The study team is looking to source a larger sample size of AD blood samples to replicate these findings. They are also examining this biomarker relative to other neurodegenerative diseases.
“If verified with larger sample sizes, the quantification of 2-aminoethyl dihydrogen phosphate could potentially assist in the diagnosis of early-stage Alzheimer’s disease when used in conjunction with the patient’s CDR score and other potential AD biomarkers,” Dr. Banack and colleagues say.
Caveats, cautionary notes
Commenting on the findings, Rebecca M. Edelmayer, PhD, Alzheimer’s Association senior director of scientific engagement, said the study is “interesting, though very small-scale and very preliminary.”

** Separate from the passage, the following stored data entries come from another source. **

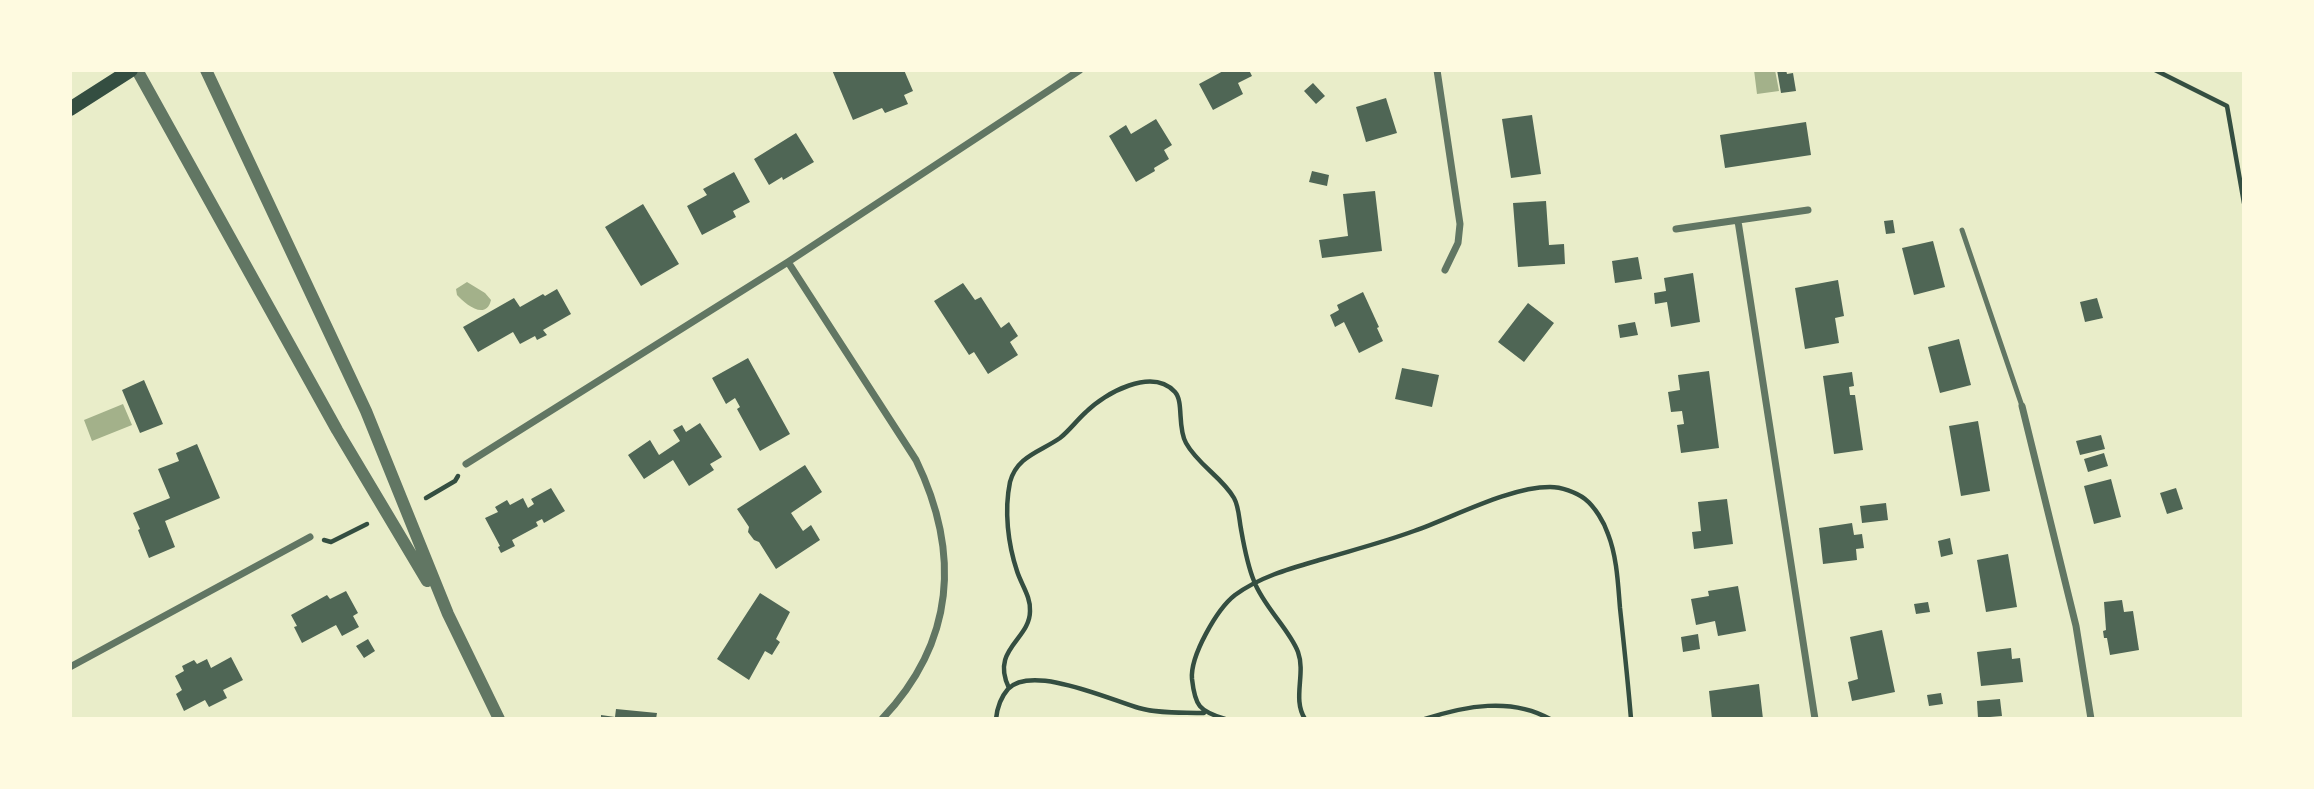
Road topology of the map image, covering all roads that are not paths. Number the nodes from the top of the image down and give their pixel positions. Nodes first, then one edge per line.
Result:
1 (131, 70) edge
2 (137, 70) edge
3 (206, 70) edge
4 (1080, 70) edge
5 (1437, 70) edge
6 (70, 109) edge
7 (1808, 211) dead end
8 (1738, 221) junction
9 (1676, 229) dead end
10 (1962, 230) dead end
11 (788, 262) junction
12 (1445, 270) dead end
13 (2022, 406) joint
14 (466, 464) road end
15 (310, 537) road end
16 (448, 614) junction
17 (70, 667) edge
18 (499, 719) edge
19 (882, 719) edge
20 (1815, 719) edge
21 (2091, 719) edge

1 - 6 main road
2 - 16 street
3 - 16 street
4 - 11 street
5 - 12 street
7 - 8 street
8 - 9 street
8 - 20 street
10 - 13 lane
11 - 14 street
11 - 19 street
13 - 21 street
15 - 17 street
16 - 18 street

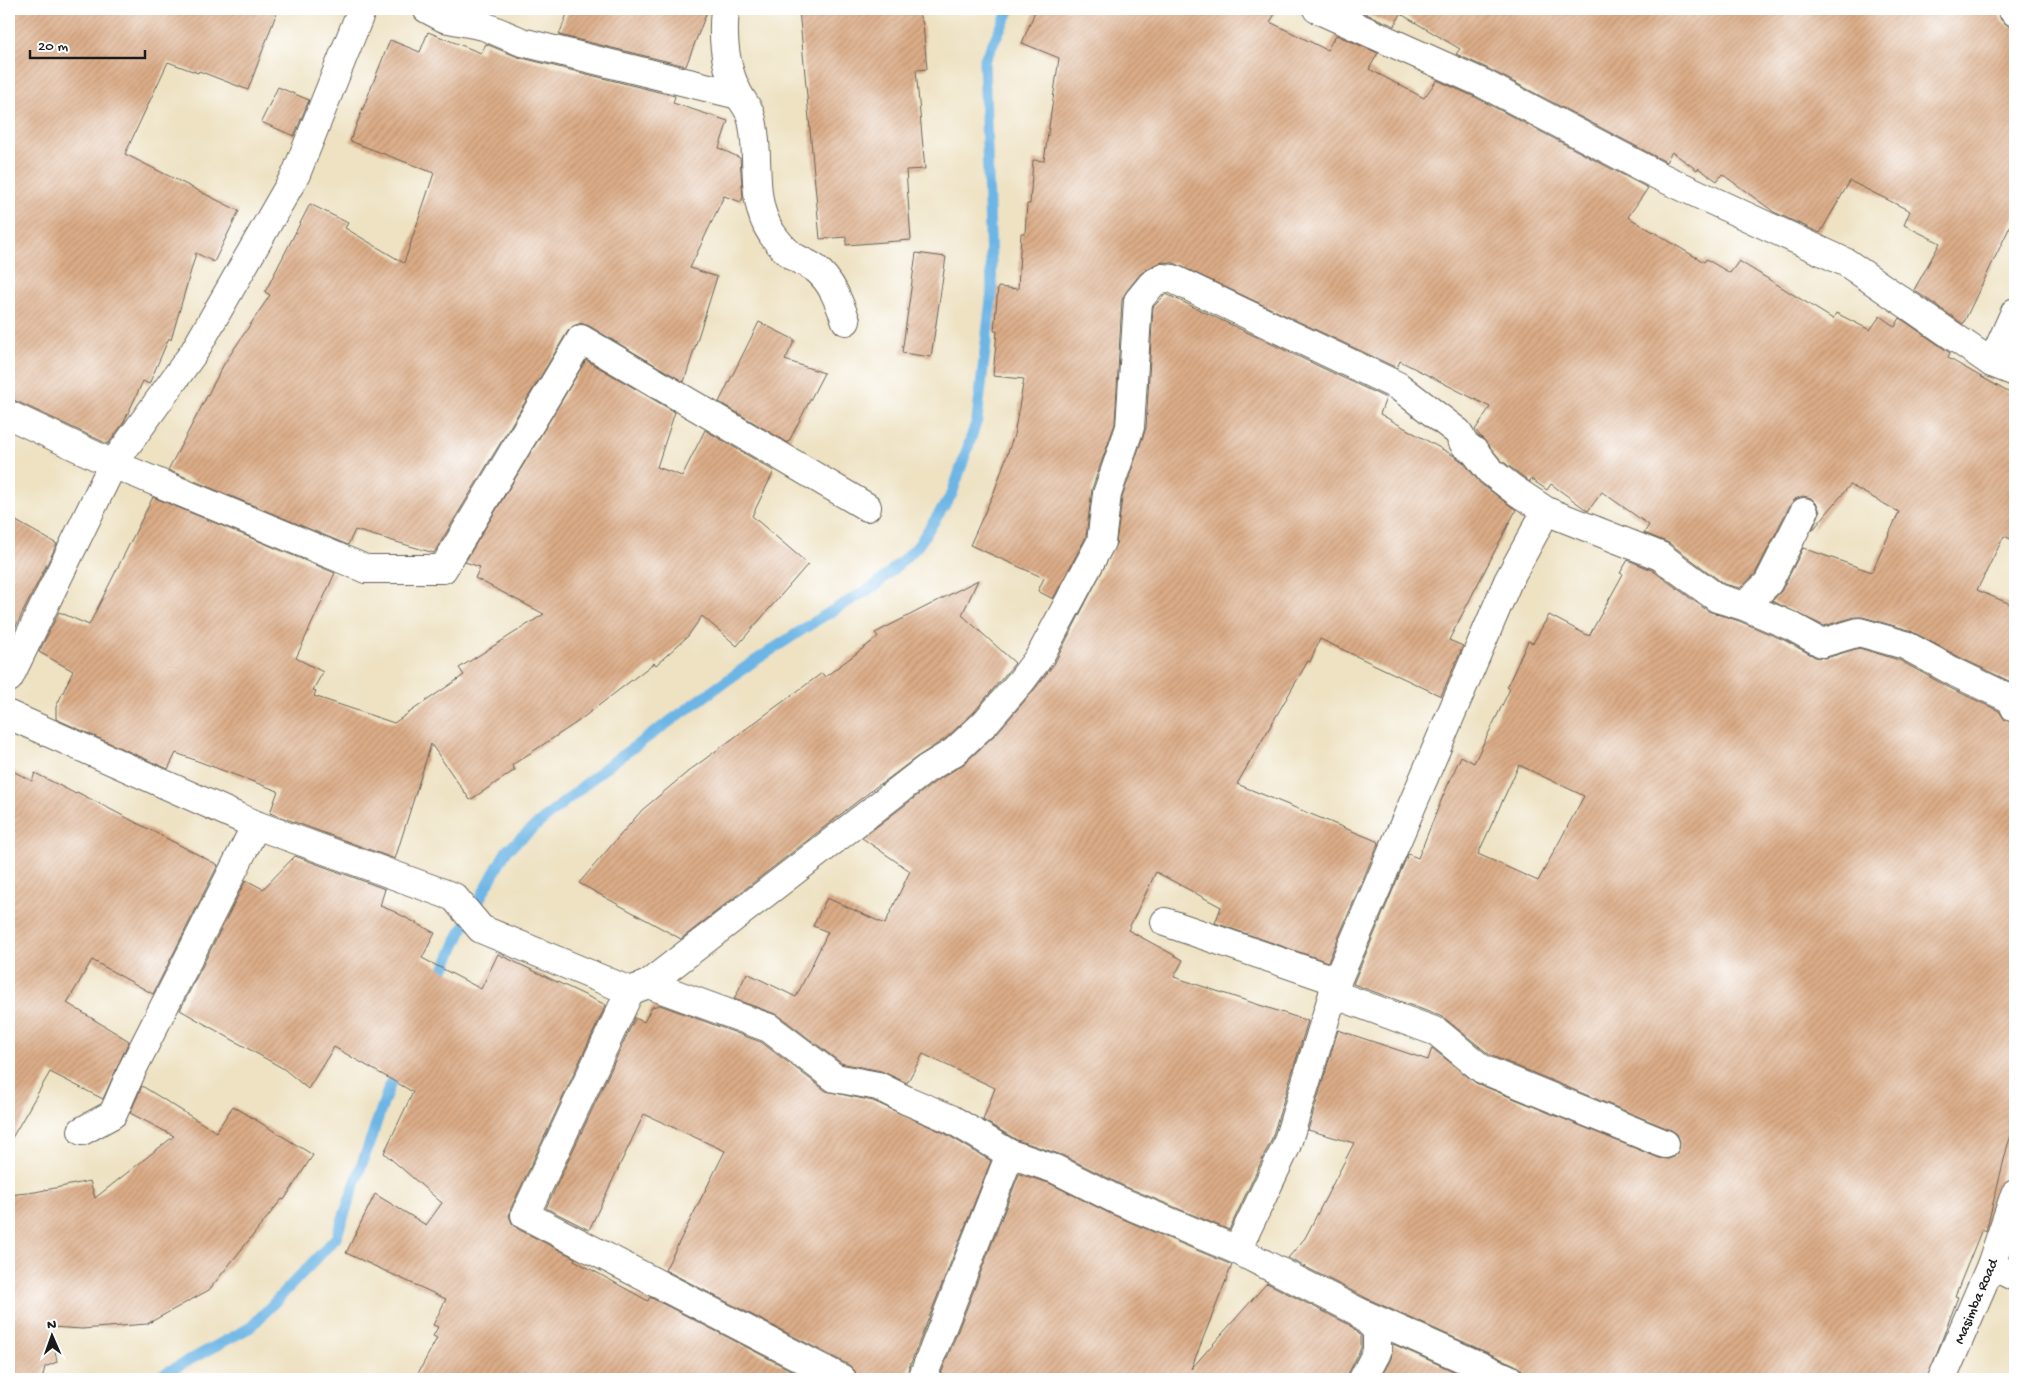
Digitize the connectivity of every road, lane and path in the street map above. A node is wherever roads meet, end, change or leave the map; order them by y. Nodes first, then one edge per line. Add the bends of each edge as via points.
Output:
1 (362, 9) edge
2 (427, 9) edge
3 (725, 9) edge
4 (1318, 9) edge
5 (2012, 9) edge
6 (2015, 12) edge
7 (738, 95) junction
8 (2015, 312) edge
9 (846, 321) dead end
10 (2004, 368) edge
11 (9, 415) edge
12 (113, 464) junction
13 (867, 507) dead end
14 (1546, 511) junction
15 (1804, 512) dead end
16 (1744, 606) junction
17 (9, 678) edge
18 (2015, 708) edge
19 (9, 715) edge
20 (256, 825) junction
21 (1165, 922) dead end
22 (639, 987) junction
23 (1335, 988) junction
24 (82, 1131) dead end
25 (1666, 1144) dead end
26 (1010, 1154) junction
27 (2015, 1194) edge
28 (1237, 1250) junction
29 (1991, 1265) junction
30 (2015, 1278) edge
31 (1359, 1312) junction
32 (842, 1379) edge
33 (922, 1379) edge
34 (1363, 1379) edge
35 (1509, 1379) edge
36 (1942, 1379) edge

1 - 12 street via 296,174 194,352
2 - 7 street via 444,18 484,26 522,42
3 - 7 street via 725,54
4 - 10 street via 1482,83 1659,176 1847,263
5 - 6 street
7 - 9 street via 752,119 758,198 763,216 772,234 790,254 816,269 834,290
8 - 10 street
11 - 12 street
12 - 13 street via 366,569 443,569 581,339
12 - 17 street
14 - 16 street via 1660,556 1717,598
14 - 22 street via 1490,471 1464,444 1458,432 1398,386 1173,279 1162,278 1152,284 1138,301 1130,427 1107,494 1101,542 1040,656 985,723 954,752 926,769
14 - 23 street via 1508,581
15 - 16 street via 1768,583
16 - 18 street via 1822,643 1860,632 1906,645 2011,699
19 - 20 street
20 - 22 street via 454,897 481,929
20 - 24 street via 113,1114
21 - 23 street
22 - 26 street via 769,1028 835,1078 878,1086 951,1119
22 - 32 street via 525,1215
23 - 25 street via 1437,1032 1482,1069
23 - 28 street via 1286,1147
26 - 28 street via 1054,1169 1117,1200
26 - 33 street
27 - 29 street, Masimba Road
28 - 31 street
29 - 30 street
29 - 36 street, Masimba Road
31 - 34 street via 1377,1330 1377,1352
31 - 35 street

Dr. Edelmayer said one “major limitation” is that participants did not have their Alzheimer’s diagnosis confirmed with “gold standard biomarkers. They have been diagnosed based only on their cognitive and behavioral symptoms.”
She also cautioned that the study population is not representative – either of the general public or people living with Alzheimer’s disease.
For example, 41 out of all 50 samples are from men, “though we know women are disproportionately impacted by Alzheimer’s.”
“There is a mismatch in the age of the study groups,” Dr. Edelmayer noted. The mean age of controls in the study was 39 and the mean age of people with dementia was 71. Race or ethnicity and other demographic information is also unclear from the article.
“There is an urgent need for simple, inexpensive, noninvasive and easily available diagnostic tools for Alzheimer’s, such as a blood test. A simple blood test for Alzheimer’s would be a great advance for individuals with – and at risk for – the disease, families, doctors, and researchers,” Dr. Edelmayer said.
“Bottom line,” Dr. Edelmayer continued, “these results need to be further tested and verified in long-term, large-scale studies with diverse populations that are representative of those living with Alzheimer’s disease.”
This research was supported by the William Stamps Farish Fund and the Josephine P. & John J. Louis Foundation. Brain Chemistry Labs has applied for a patent related to this research. Dr. Edelmayer has no relevant disclosures.
A version of this article first appeared on Medscape.com.